Clarifying the statement made by United States President Biden regarding the defense of Taiwan in the event of a Chinese invasion, Secretary of Defense Lloyd Austin III reiterated the country’s commitment to the “One-China Policy.”
At a press briefing on May 23, Secretary Austin told reporters inquiring about whether President Biden meant the deployment of American troops in the event of a China invasion of Taiwan, “Our One-China policy has not changed. He (President Biden) reiterated that policy and our commitment to peace and stability across the Taiwan Strait. He also highlighted our commitment under the Taiwan Relations Act to help provide Taiwan the means to defend itself. So again, our policy has not changed.”
One-China Policy is the bedrock of Sino-American relations. Since the reestablishment of diplomatic ties in 1979, the U.S. has committed to the recognition of the People’s Republic of China as the sole legal government of China and acknowledged China’s position that Taiwan is part of China. The U.S. has formal relations with China but unofficial relations with Taiwan.
Meanwhile, in the same year that President Jimmy Carter officially recognized the PROC, the U.S. Congress passed the Taiwan Relations Act which mandates the president to inform congress of any impending danger to Taiwan in order to prepare an appropriate response. Under this act, Congress oversees the many aspects of the Taiwan policy.
During the May 23 press briefing, when pressed by a reporter if the U.S. were making a commitment to defend Taiwan militarily in the event of an invasion, Secretary Austin said that “the president was clear on the fact that the policy has not changed.”
Meanwhile, reporters also asked Joint Chiefs of Staff Army Gen.

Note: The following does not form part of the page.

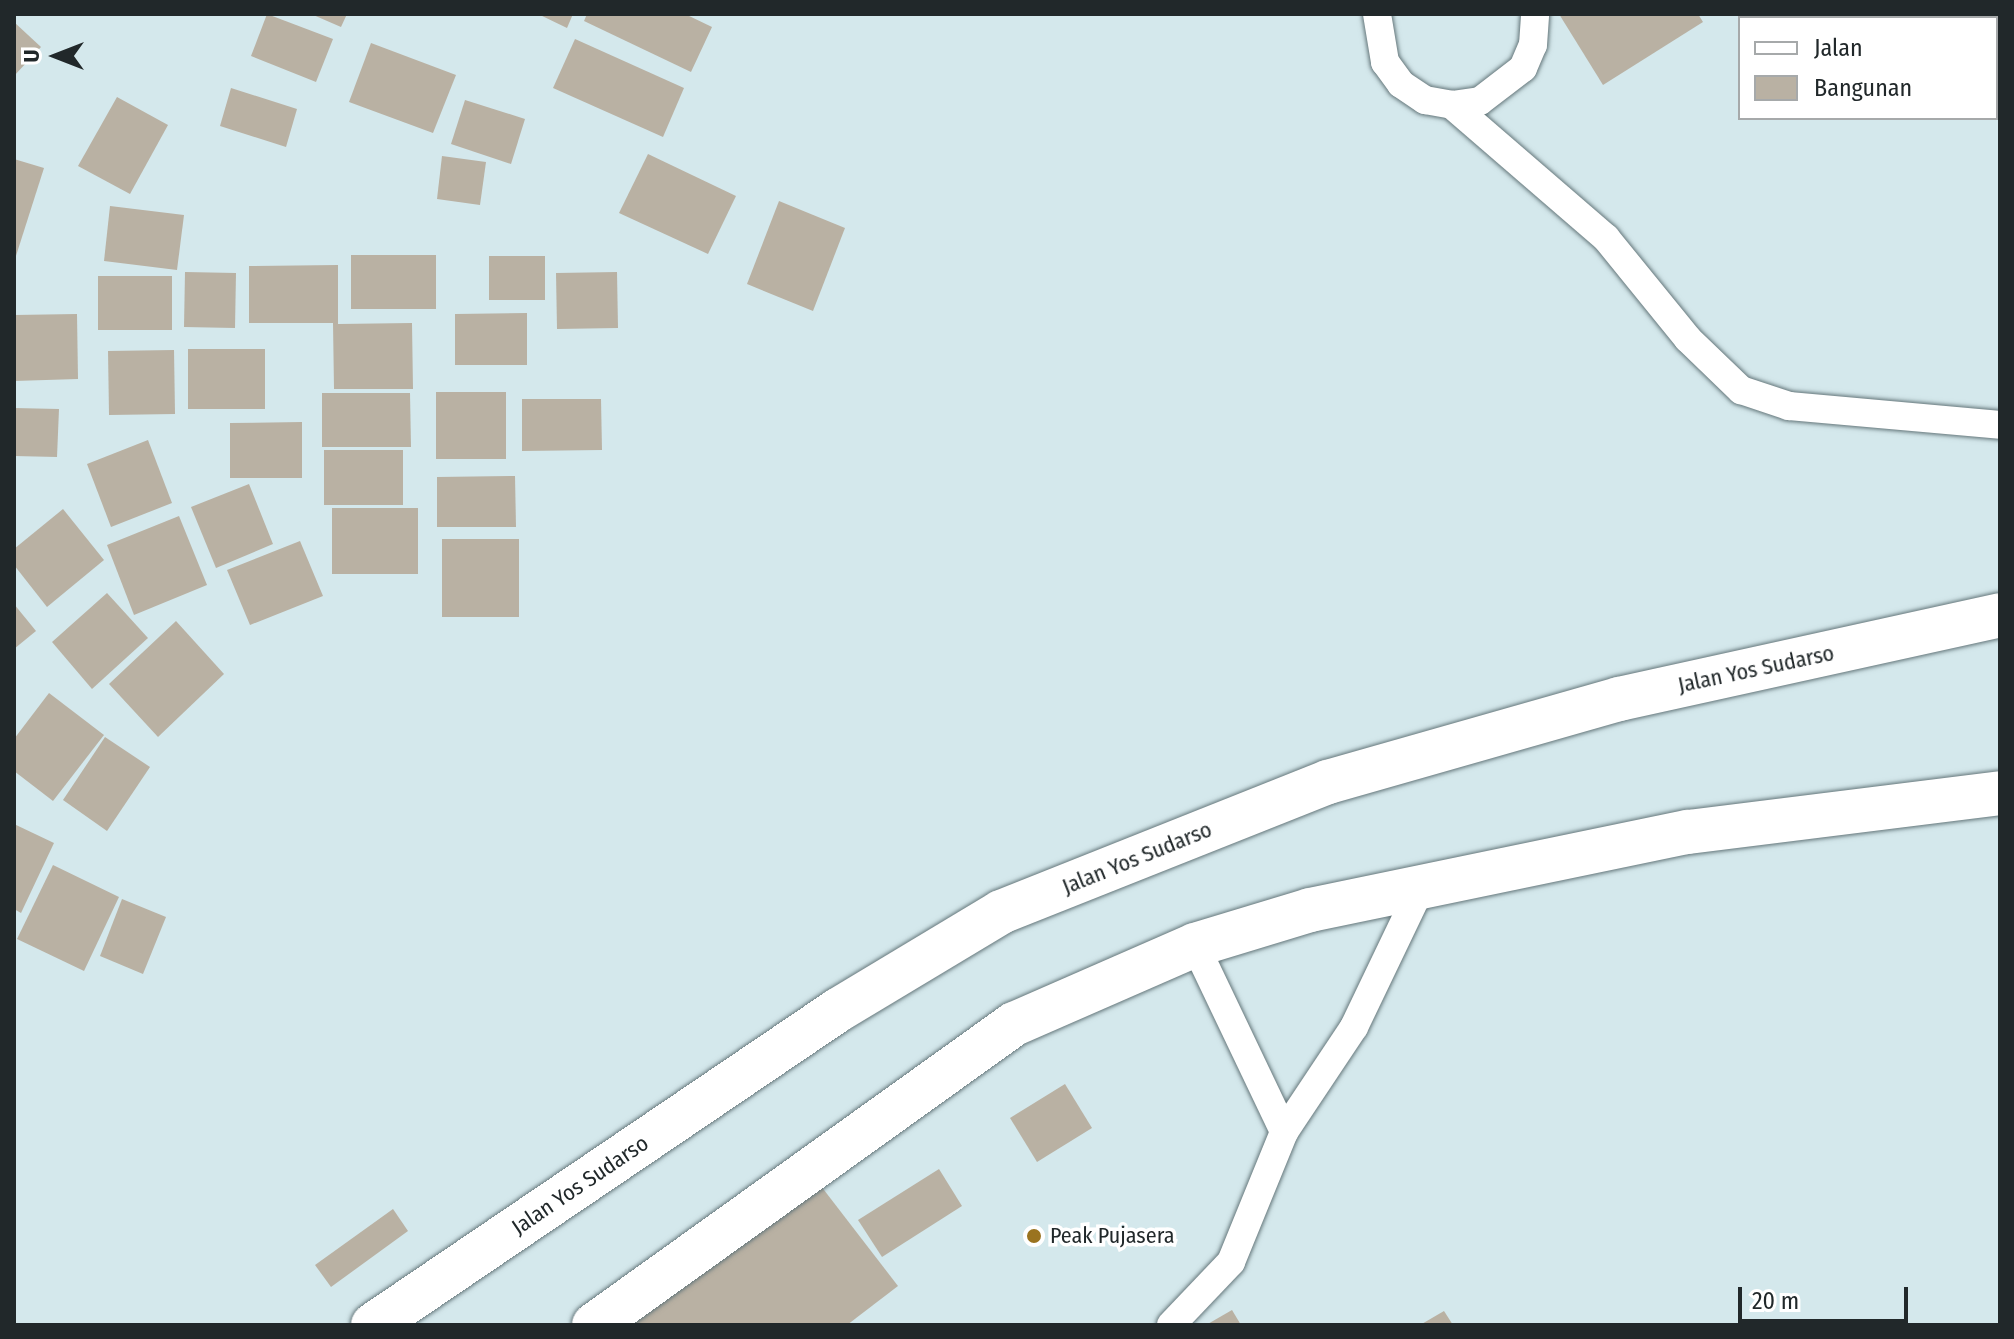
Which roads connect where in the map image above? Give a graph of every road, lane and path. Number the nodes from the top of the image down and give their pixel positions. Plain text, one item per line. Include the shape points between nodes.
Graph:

Mark A. Milley on what the potential risks would be to the U.S. military defense of Taiwan should China invade, to this he declined to offer a response.
He pointed out that there’s a variety of contingency plans that they hold that are all highly classified and he finds it inappropriate to talk about the risks associated with these plans.
But General Milley said, “I will render my advice at the moment in time to the president and the secretary of defense.”
PACIFIC OCEAN (May 23, 2022) Sailors direct an EA-18G Growler, attached to the “Shadowhawks” of Electronic Attack Squadron (VAQ) 141, preparing for departure on the flight deck aboard Navy’s only forward deployed aircraft carrier the USS Ronald Reagan (CVN 76). Reagan and Carrier Air Wing (CAG) 5 are conducting carrier qualifications to certify the ship and embarked squadrons are fully capable for at sea flight operations. Reagan, flagship of Carrier Strike Group 5, provides a combat-ready force that protects and defends the United States, and supports alliances, partnerships and collective maritime interests in the Indo-Pacific region. (U.S. Navy photo by Mass Communication Specialist Seaman Natasha ChevalierLosada)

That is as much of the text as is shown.